[talks] FW: Max Welling, May 11, 12:30pm (lunch at 12pm)

Ginny Hogan gch at CS.Princeton.EDU
Mon May 11 10:54:42 EDT 2009



Max Welling from UCI will give a talk on May 11 at 12:30 (lunch served at
12:00) in CS 302. He will also host a discussion group at 4:30pm. See end of
this email for instructions on how to schedule a meeting with Max.

Title: On Herding Dynamical Weights and Fractal Attractors

Abstract: Learning the parameters of a Markov Random Field is intractable.
To circumvent part of this intractability, I propose to give up on the idea
of trying to obtain point estimates. Inspired by the concept of "dynamical
synapses", a dynamical system is introduced that generates sequences of
pseudo-samples that are guaranteed to satisfy the moment constraints of the
associated maximum likelihood problem. This dynamical system is
deterministic, yet non-periodic with Lyaponov exponents all equal to zero,
and its attractor set has fractal properties.
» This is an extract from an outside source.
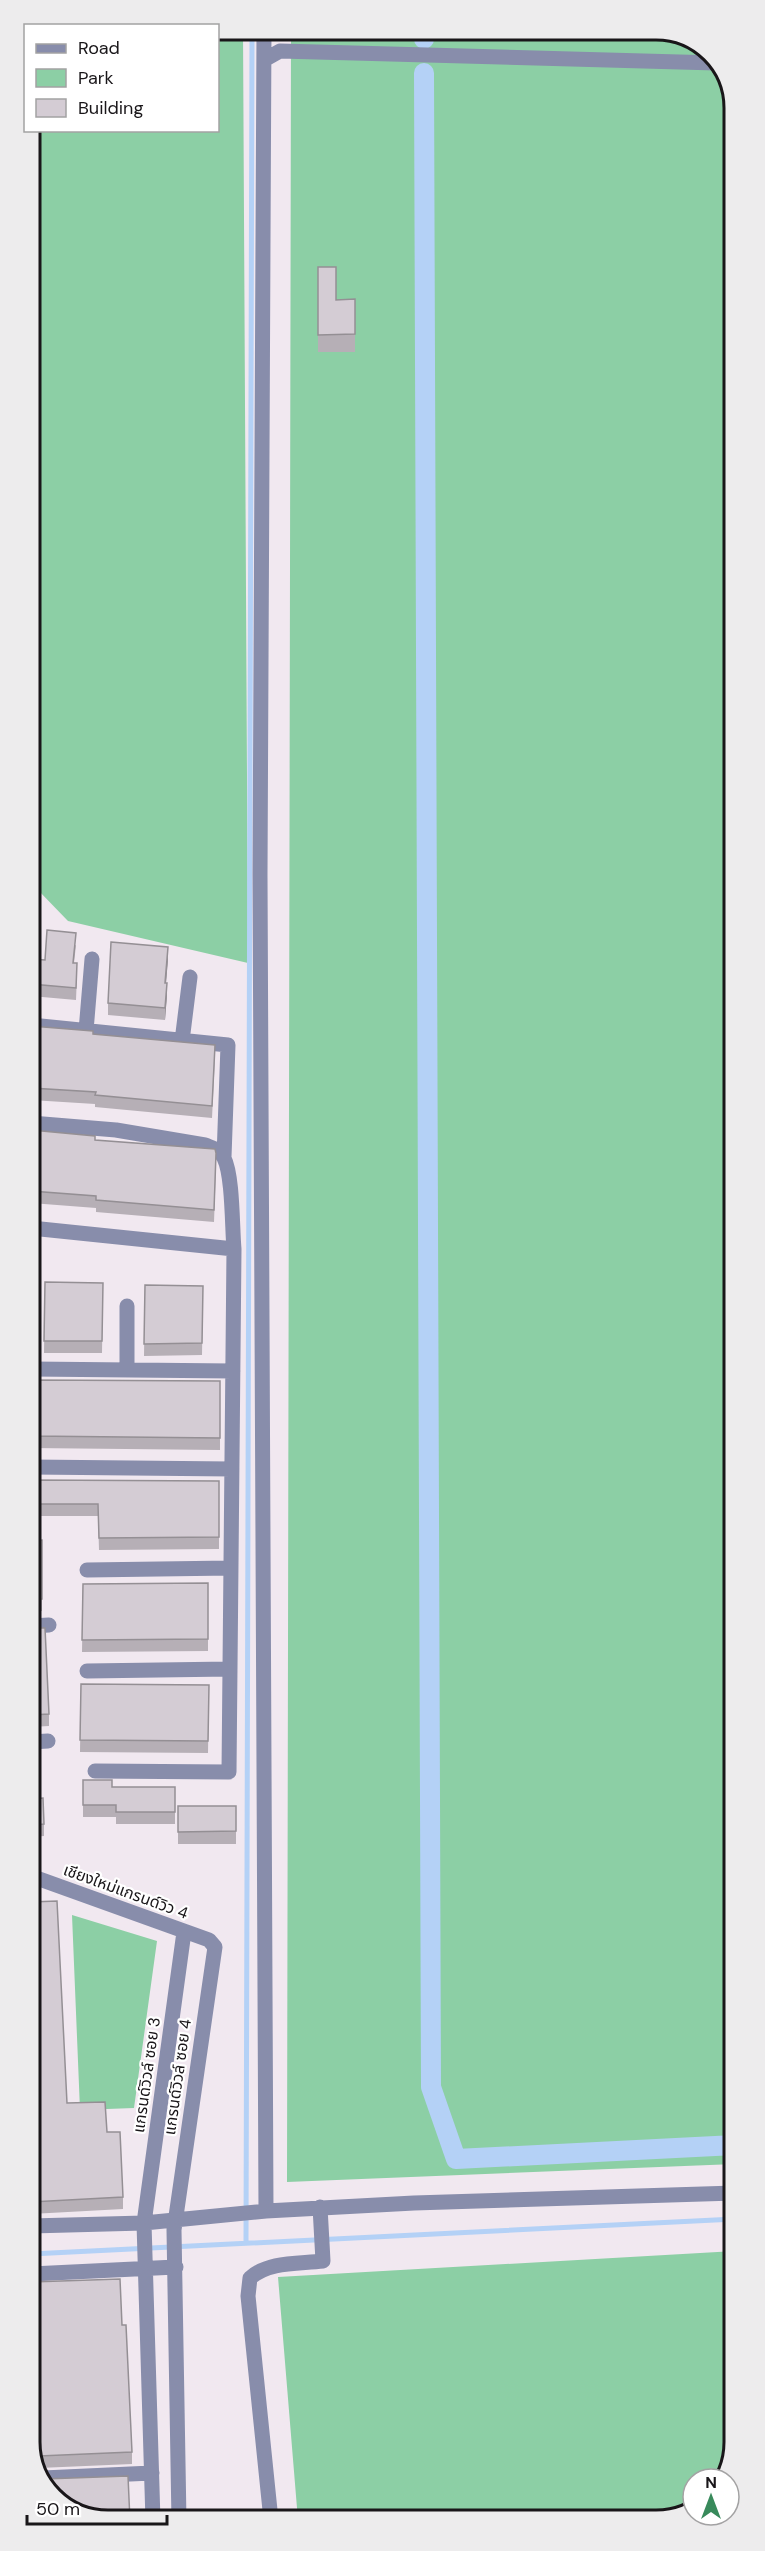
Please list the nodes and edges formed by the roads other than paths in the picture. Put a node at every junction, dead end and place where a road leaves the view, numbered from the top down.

I will discuss how to leverage
these ideas for classification and estimation and show experimental results
for fully observed and restricted Boltzman machines. 
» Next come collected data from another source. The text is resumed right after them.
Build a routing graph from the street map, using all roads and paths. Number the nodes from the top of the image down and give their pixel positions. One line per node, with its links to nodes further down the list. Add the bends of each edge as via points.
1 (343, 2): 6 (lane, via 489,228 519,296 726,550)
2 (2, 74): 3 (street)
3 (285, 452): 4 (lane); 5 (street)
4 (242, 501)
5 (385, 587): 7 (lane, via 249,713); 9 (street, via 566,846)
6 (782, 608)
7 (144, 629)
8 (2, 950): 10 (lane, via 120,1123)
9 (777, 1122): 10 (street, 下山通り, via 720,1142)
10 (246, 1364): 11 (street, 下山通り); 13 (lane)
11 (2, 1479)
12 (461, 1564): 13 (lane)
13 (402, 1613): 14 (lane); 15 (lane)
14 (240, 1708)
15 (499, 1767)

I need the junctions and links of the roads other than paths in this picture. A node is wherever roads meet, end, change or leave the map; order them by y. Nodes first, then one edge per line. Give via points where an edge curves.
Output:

Title: On the Role of Smoothing in Topic Models (with Arthur Acuncion and
Padhriac Smyth) Discussion Group @ 4:30PM, Location TBD

Abstract: Latent Dirichlet analysis, or topic modeling, is a flexible latent
variable framework for modeling high-dimensional, sparse count data. Various
learning algorithms have been developed in recent years, including collapsed
Gibbs sampling, variational inference, and maximum a posteriori estimation,
and this variety motivates the need for careful empirical comparisons
between these approaches.  We first highlight the close connections between
these approaches.  We find that the main differences are attributable to the
amount of smoothing applied to the counts.  When the hyperparameters are
optimized, the differences in performance among the algorithms diminish
significantly.  The ability of these algorithms to achieve similarly
accurate solutions gives us the freedom to select computationally efficient
approaches.  On text corpora with thousands of documents, accurate topic
models can be learned in several seconds, using the insights gained from
this comparative study.

If you'd like to meet Max on Monday, please:
1. Visit http://wass.princeton.edu.
2. Sign in using your OIT login.
3. Click on "Make an appointment."
4. Enter "mlvisit" where it says "Calendar owner's netid."
5. Reserve a spot on May 11 under "Meeting with Max Welling."